Disputed extradition
According to Stella Assange, the High Court must allow further appeals against an earlier decision made by the same court. The principal bone of contention, however, is the formal interpretation of the extradition treaty between the UK and the US.
In the first instance, a district court judge also took the prisoner's state of health into account, and ruled against extradition. The more senior judges, however, did not accept this argument as decisive.
There are other aspects of Assange's case that have been ignored to date, despite the best efforts of his lawyers. For example: the question of whether Assange's right to freedom of expression and the protection of journalistic work ought not, in fact, to prevent extradition. Or whether the US made the request for political reasons.
"Ultimately, once the domestic remedies have been exhausted, he can then appeal to the European Court of Human Rights," said Stella Assange. However, it remains unclear whether the British judges would be prepared to wait for an ECHR ruling.

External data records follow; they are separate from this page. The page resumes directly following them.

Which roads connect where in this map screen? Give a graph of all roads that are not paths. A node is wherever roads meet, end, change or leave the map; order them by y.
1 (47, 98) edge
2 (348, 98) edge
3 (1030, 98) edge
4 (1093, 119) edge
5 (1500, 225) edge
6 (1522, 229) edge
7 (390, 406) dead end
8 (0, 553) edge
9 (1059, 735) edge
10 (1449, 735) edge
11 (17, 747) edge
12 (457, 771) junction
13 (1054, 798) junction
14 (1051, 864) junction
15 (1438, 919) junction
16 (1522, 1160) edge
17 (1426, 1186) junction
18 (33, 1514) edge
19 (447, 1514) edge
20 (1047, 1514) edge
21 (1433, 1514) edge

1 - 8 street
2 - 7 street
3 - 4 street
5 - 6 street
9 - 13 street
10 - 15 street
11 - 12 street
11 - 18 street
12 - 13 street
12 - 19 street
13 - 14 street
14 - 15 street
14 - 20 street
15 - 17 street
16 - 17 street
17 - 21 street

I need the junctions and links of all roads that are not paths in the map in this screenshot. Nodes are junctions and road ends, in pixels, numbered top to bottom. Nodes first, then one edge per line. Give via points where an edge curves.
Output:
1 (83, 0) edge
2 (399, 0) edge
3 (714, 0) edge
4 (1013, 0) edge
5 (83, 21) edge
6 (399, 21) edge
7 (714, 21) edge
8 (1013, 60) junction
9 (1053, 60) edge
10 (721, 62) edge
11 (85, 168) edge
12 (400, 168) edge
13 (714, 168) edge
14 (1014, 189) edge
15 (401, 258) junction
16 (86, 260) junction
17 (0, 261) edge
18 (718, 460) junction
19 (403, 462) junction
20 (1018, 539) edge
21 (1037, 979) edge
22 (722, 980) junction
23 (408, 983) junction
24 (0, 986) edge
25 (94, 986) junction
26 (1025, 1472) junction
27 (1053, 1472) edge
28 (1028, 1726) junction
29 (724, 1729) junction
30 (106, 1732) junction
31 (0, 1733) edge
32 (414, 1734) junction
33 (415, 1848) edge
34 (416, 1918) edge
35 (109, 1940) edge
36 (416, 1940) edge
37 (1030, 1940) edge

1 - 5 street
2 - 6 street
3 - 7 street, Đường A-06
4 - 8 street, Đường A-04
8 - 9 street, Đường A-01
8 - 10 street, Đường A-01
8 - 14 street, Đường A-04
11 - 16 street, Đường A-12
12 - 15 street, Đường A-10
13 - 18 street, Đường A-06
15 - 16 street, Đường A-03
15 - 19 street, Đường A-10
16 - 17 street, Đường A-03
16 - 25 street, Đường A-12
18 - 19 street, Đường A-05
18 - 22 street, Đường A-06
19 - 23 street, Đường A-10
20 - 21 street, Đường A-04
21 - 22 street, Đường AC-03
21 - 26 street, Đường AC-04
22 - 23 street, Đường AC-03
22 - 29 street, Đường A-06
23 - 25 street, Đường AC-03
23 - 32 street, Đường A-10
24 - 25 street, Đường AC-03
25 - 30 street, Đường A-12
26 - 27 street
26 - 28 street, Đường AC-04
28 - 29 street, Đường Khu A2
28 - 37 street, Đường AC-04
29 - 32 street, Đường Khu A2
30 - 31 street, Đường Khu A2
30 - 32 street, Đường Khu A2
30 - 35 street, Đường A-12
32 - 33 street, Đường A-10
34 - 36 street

That's because the British government is set on a collision course with the European Convention on Human Rights. A draft bill submitted to the British Parliament at the end of June proposes to reduce protection for refugees. Instead of going through the asylum process in Britain, migrants would be sent to Rwanda to apply for asylum there. If the Tory hard-liner Liz Truss moves into Downing Street in September, Assange has little hope of a successful political intervention.
Prison visits with children
Once a week, Stella Assange is allowed to visit her husband in Belmarsh with their children for an hour. The two boys, now 3 and 5 years old, have only ever known their father as a prisoner.
Every family visit resembles an obstacle course — even the children are thoroughly searched. "They check inside their mouth, behind their ears, in their hair, under their feet; they have to go through the dogs that sniff them from head to toe, and they understand this is a place where their father is not allowed to leave," said Stella Assange.
Ultimately, though, she said this fight is not just for her husband's life, but for press freedom in Europe. "Is it permissible for a foreign power to reach into the European space and limit what the press can publish?" she asked. "Think about if China were to do the same thing and prosecute a journalist in Germany on the same principle, because that journalist exposed Chinese crimes."
But an extradition treaty like the one between the UK and the US exists only between friendly nations, where there is in fact trust in each other's democratic justice system. And where, it appears, geopolitical factors weigh heavier than the fate of a single man.